From d605707de1df3450593400fce4c5580d6725c394 Mon Sep 17 00:00:00 2001
From: Michael Mayer <mayermichael79@gmail.com>
Date: Fri, 20 Oct 2023 11:14:23 +0200
Subject: [PATCH] split quant_approx into two arguments

---
 NEWS.md                                       |  2 +-
 R/hstats.R                                    | 97 ++++++-------------
 R/partial_dep.R                               |  2 +-
 R/utils_calculate.R                           | 59 +++++++++++
 R/utils_input.R                               | 16 ---
 man/hstats.Rd                                 | 35 ++++---
 packaging.R                                   |  1 -
 .../{test_utils.R => test_calculate.R}        | 53 +++-------
 tests/testthat/test_hstats.R                  |  9 +-
 tests/testthat/test_statistics.R              | 38 ++++++++
 10 files changed, 168 insertions(+), 144 deletions(-)

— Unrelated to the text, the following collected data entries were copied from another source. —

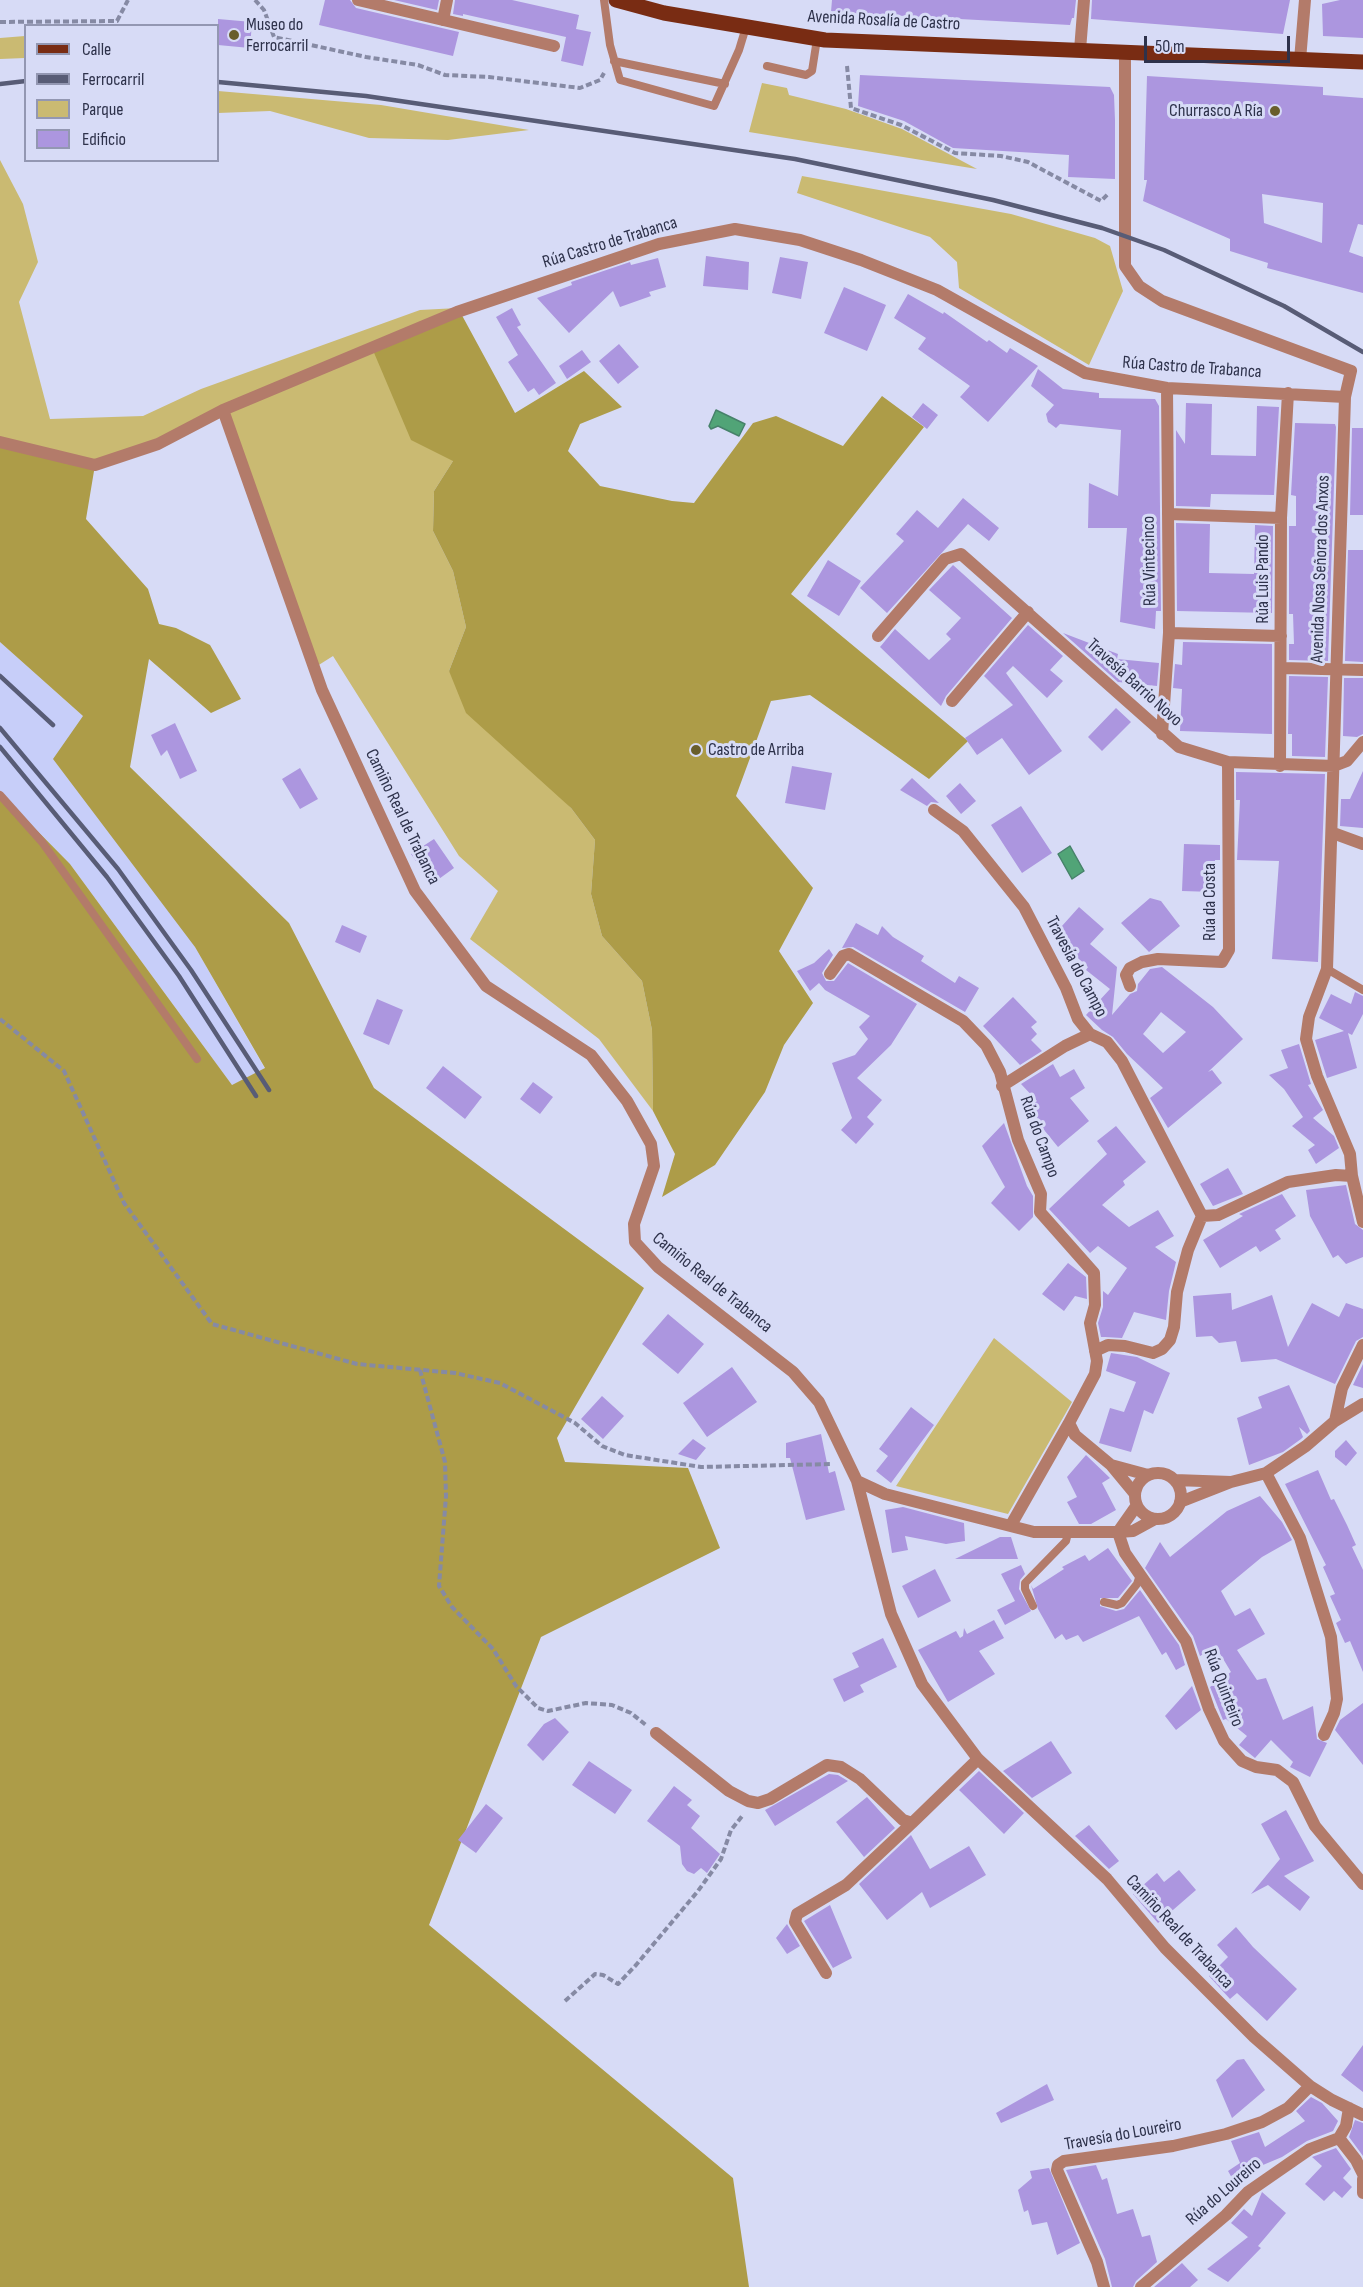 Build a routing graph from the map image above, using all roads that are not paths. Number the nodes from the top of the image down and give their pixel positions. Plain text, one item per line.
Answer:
1 (358, 0) edge
2 (447, 0) edge
3 (604, 0) edge
4 (616, 0) edge
5 (1084, 0) edge
6 (1305, 0) edge
7 (443, 20) junction
8 (746, 27) junction
9 (817, 39) junction
10 (554, 46) dead end
11 (1080, 50) junction
12 (1125, 52) junction
13 (1300, 60) junction
14 (614, 61) junction
15 (1363, 62) edge
16 (767, 66) dead end
17 (725, 84) junction
18 (1167, 388) junction
19 (1288, 393) junction
20 (1345, 396) junction
21 (223, 410) junction
22 (0, 441) edge
23 (1168, 514) junction
24 (1281, 518) junction
25 (1028, 612) junction
26 (1169, 633) junction
27 (878, 636) dead end
28 (1281, 636) junction
29 (1281, 668) junction
30 (1336, 669) junction
31 (1363, 670) edge
32 (952, 701) dead end
33 (1162, 734) junction
34 (1363, 742) edge
35 (1228, 762) junction
36 (1280, 766) junction
37 (1334, 766) junction
38 (0, 795) edge
39 (934, 810) dead end
40 (1333, 833) junction
41 (1363, 844) edge
42 (1327, 969) junction
43 (830, 974) dead end
44 (1130, 986) dead end
45 (1363, 990) edge
46 (1090, 1034) junction
47 (197, 1059) dead end
48 (1002, 1086) junction
49 (1352, 1176) junction
50 (1202, 1216) junction
51 (1363, 1222) edge
52 (1363, 1346) edge
53 (1095, 1351) junction
54 (1363, 1404) edge
55 (1335, 1420) junction
56 (1069, 1423) junction
57 (1111, 1466) junction
58 (1266, 1473) junction
59 (1148, 1475) junction
60 (1175, 1480) junction
61 (857, 1481) junction
62 (1231, 1482) junction
63 (1136, 1499) junction
64 (1180, 1502) junction
65 (1155, 1519) junction
66 (1011, 1526) junction
67 (1118, 1532) junction
68 (1068, 1533) junction
69 (1140, 1575) junction
70 (1104, 1602) dead end
71 (1033, 1606) dead end
72 (656, 1733) road end
73 (1324, 1735) dead end
74 (978, 1759) junction
75 (912, 1823) junction
76 (1363, 1884) edge
77 (826, 1973) dead end
78 (1310, 2086) junction
79 (1348, 2108) junction
80 (1363, 2115) edge
81 (1339, 2138) junction
82 (1363, 2174) edge
83 (1363, 2179) edge
84 (1363, 2193) edge
85 (1104, 2287) edge
86 (1142, 2287) edge

1 - 7 street
2 - 7 street
3 - 14 lane
4 - 8 main road, Avenida Rosalía de Castro
5 - 11 street
6 - 13 street
7 - 10 street
8 - 9 main road, Avenida Rosalía de Castro
8 - 17 lane
9 - 11 main road, Avenida Rosalía de Castro
9 - 16 lane
11 - 12 main road, Avenida Rosalía de Castro
12 - 13 main road, Avenida Rosalía de Castro
12 - 20 street, Avenida Nosa Señora dos Anxos
13 - 15 main road, Avenida Rosalía de Castro
14 - 17 lane
14 - 17 lane
18 - 19 street, Rúa Castro de Trabanca
18 - 21 street, Rúa Castro de Trabanca
18 - 23 street, Rúa Vintecinco
19 - 20 street, Rúa Castro de Trabanca
19 - 24 street, Rúa Luis Pando
20 - 30 street, Avenida Nosa Señora dos Anxos
21 - 22 street, Rúa Castro de Trabanca
21 - 61 street, Camiño Real de Trabanca
23 - 24 street
23 - 26 street, Rúa Vintecinco
24 - 28 street, Rúa Luis Pando
25 - 27 street, Travesía Barrio Novo
25 - 32 street
25 - 33 street, Travesía Barrio Novo
26 - 28 street
26 - 33 street, Rúa Vintecinco
28 - 29 street, Rúa Luis Pando
29 - 30 street
29 - 36 street, Rúa Luis Pando
30 - 31 street
30 - 37 street, Avenida Nosa Señora dos Anxos
33 - 35 street, Travesía Barrio Novo
34 - 37 street
35 - 36 street, Travesía Barrio Novo
35 - 44 street, Rúa da Costa
36 - 37 street, Travesía Barrio Novo
37 - 40 street, Avenida Nosa Señora dos Anxos
38 - 47 lane
39 - 46 street, Travesía do Campo
40 - 41 street
40 - 42 street, Avenida Nosa Señora dos Anxos
42 - 45 lane
42 - 49 street, Avenida Nosa Señora dos Anxos
43 - 48 street, Rúa do Campo
46 - 48 street, Rúa do Campo
46 - 50 street, Travesía do Campo
48 - 53 street, Rúa do Campo
49 - 50 street
49 - 51 street, Avenida Nosa Señora dos Anxos
50 - 53 street
52 - 55 street
53 - 56 street, Rúa do Campo
54 - 55 street
55 - 58 street
56 - 57 street
56 - 66 street, Rúa do Campo
57 - 59 street
57 - 63 street
58 - 62 street
58 - 73 street
59 - 60 street
59 - 63 street
60 - 62 street
60 - 64 street
61 - 66 street
61 - 74 street, Camiño Real de Trabanca
62 - 64 street
63 - 65 street
63 - 67 street
64 - 65 street
65 - 67 street
66 - 68 street
67 - 68 street
67 - 69 street, Rúa Quinteiro
68 - 71 lane
69 - 70 lane
69 - 76 street, Rúa Quinteiro
72 - 75 street
74 - 75 street
74 - 78 street, Camiño Real de Trabanca
75 - 77 street
78 - 79 street, Camiño Real de Trabanca
78 - 85 street, Travesía do Loureiro
79 - 80 street, Camiño Real de Trabanca
79 - 81 street
81 - 82 street
81 - 86 street, Rúa do Loureiro
83 - 84 street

 rename tests/testthat/{test_utils.R => test_calculate.R} (81%)

diff --git a/NEWS.md b/NEWS.md
index 409c78e3..b0c5a53e 100644
--- a/NEWS.md
+++ b/NEWS.md
@@ -2,7 +2,7 @@
 
 ## Major changes
 
-- `hstats()` has received an argument `quant_approx` to speed-up calculations by quantile binning. Dense numeric variables are replaced by midpoints of `quant_approx + 1` uniform quantiles. By default, the value is `NULL` (no approximation). Even relatively high values like 50 will bring a massive speed-up for dense features, mainly for the one-way calculations. Use this option when calculations are slow, or when you want to increase `n_max`.
+- Quantile approximation: `hstats()` now has the option `approx = FALSE`. Set to `TRUE` to replace values of dense numeric columns by `grid_size = 50` quantile midpoints. This will bring a massive speed-up for one-way calculations. Use this option when one-way calculations are slow, or when you want to increase `n_max`.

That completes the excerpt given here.